| Konu: | TAPU KANUNU VE KADASTRO KANUNUNDA DEĞİŞİKLİK YAPILMASINA İLİŞKİN KANUN TASARI VE TEKLİFİ |
| Yasama Yılı: | 2 |
| Birleşim: | 102 |
| Tarih: | 03.05.2012 |
AYTUN ÇIRAY (İzmir) - Değerli milletvekilleri, şimdi bu kanun üzerinde söylenmedik laf kalmadı aslında, herkes geldi burada tarihini anlattı, coğrafyasını anlattı, metrekaresini anlattı, fikirlerini anlattı. Bütün bu konuşmalardan çıkardığım özeti şöyle ifade etmek isterim: Bu kanun aslında bu Hükûmetin ekonomik politikalarının iflas etmesinin ikrarından ibarettir.
Değerli arkadaşlar, aynı zamanda bu, Standard and Poor's'tan daha önce ilan edilmiş bir ikrar, yani kendi kredi notunuzu kendiniz düşürdünüz aslında, onu söyleyeyim size.
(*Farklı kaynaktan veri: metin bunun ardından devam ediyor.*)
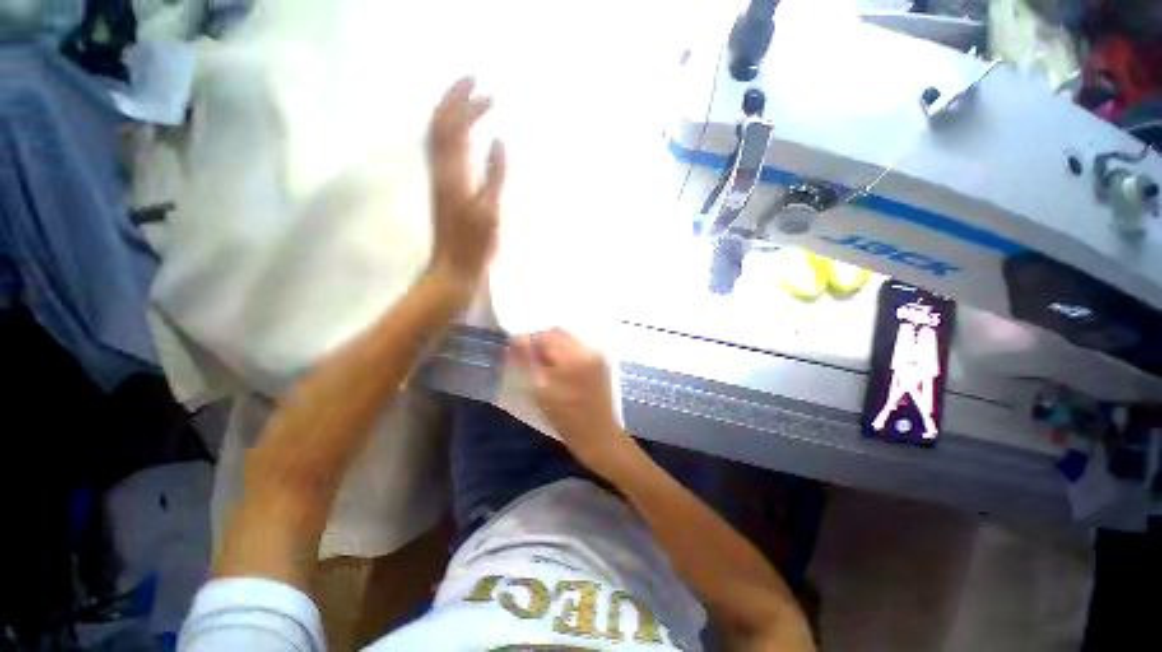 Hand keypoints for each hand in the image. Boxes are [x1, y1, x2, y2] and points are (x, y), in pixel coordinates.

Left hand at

Bu aynı zamanda -keyfinizi çıkarın değerli arkadaşlar, bu ekonomik krizi hiç temenni etmiyoruz ama- sizin iktidarınızın sonudur ve bu iktidar süreçlerini keyifle yaşamanızı, bu süreci yaşamanızı temenni ediyorum.
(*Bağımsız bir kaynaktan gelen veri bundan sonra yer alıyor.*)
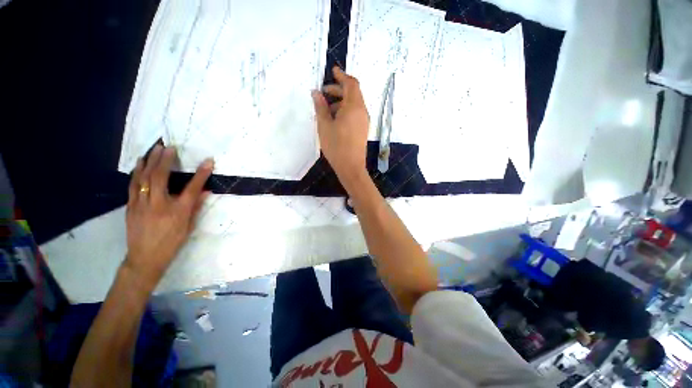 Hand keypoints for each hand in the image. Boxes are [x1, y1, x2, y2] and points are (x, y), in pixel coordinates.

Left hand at [124, 145, 212, 286]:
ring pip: (143, 178)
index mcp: (178, 211)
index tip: (208, 161)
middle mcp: (159, 205)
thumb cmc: (172, 242)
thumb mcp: (189, 226)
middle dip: (165, 160)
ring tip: (153, 149)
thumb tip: (204, 191)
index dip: (201, 174)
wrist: (145, 257)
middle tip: (169, 146)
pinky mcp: (130, 206)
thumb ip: (196, 206)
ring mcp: (142, 204)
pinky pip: (133, 185)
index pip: (192, 188)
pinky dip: (137, 172)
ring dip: (149, 161)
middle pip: (161, 177)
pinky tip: (139, 164)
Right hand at [312, 66, 368, 185]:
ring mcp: (364, 121)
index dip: (342, 76)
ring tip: (326, 109)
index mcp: (354, 107)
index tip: (333, 71)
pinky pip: (355, 114)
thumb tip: (316, 93)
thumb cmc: (336, 146)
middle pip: (353, 93)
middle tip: (323, 93)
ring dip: (341, 102)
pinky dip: (345, 111)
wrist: (351, 167)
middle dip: (338, 89)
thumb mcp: (324, 126)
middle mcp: (362, 111)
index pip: (351, 84)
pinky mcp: (363, 129)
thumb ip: (321, 107)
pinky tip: (334, 119)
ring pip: (354, 104)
Şimdi, değerli arkadaşlar, ben başka bir şey daha söylemek istiyorum. İki gündür Türkiye bir skandalla çalkalanıyor ve bu skandal çocuklarımıza içirilen sütle ortaya çıkarıldı. Okul Sütü Programı âdeta "okul çocuklarını zehirleme programına" dönüştü. Doğrusu, sabahtan beri bütün İnternet sitelerine, bütün televizyon kanallarına baktım, bugün -Çernobil skandalında olduğu gibi, merhum Cahit Aral'ın yaptığı gibi- acaba süt içen bir bakan fotoğrafı görecek miyim diye ama hiç kimse, bu bakanların hiçbirisi -ne Sağlık Bakanı ne de Tarım Bakanı- Cahit Aral kadar cesur çıkmadı, süt içen bakana rastlamadık. Bir ara, Sayın Mehmet Sağlam alelacele çıkınca acaba sabah süt içerek mi geldi diye de bir kuşku yaşadım doğrusu.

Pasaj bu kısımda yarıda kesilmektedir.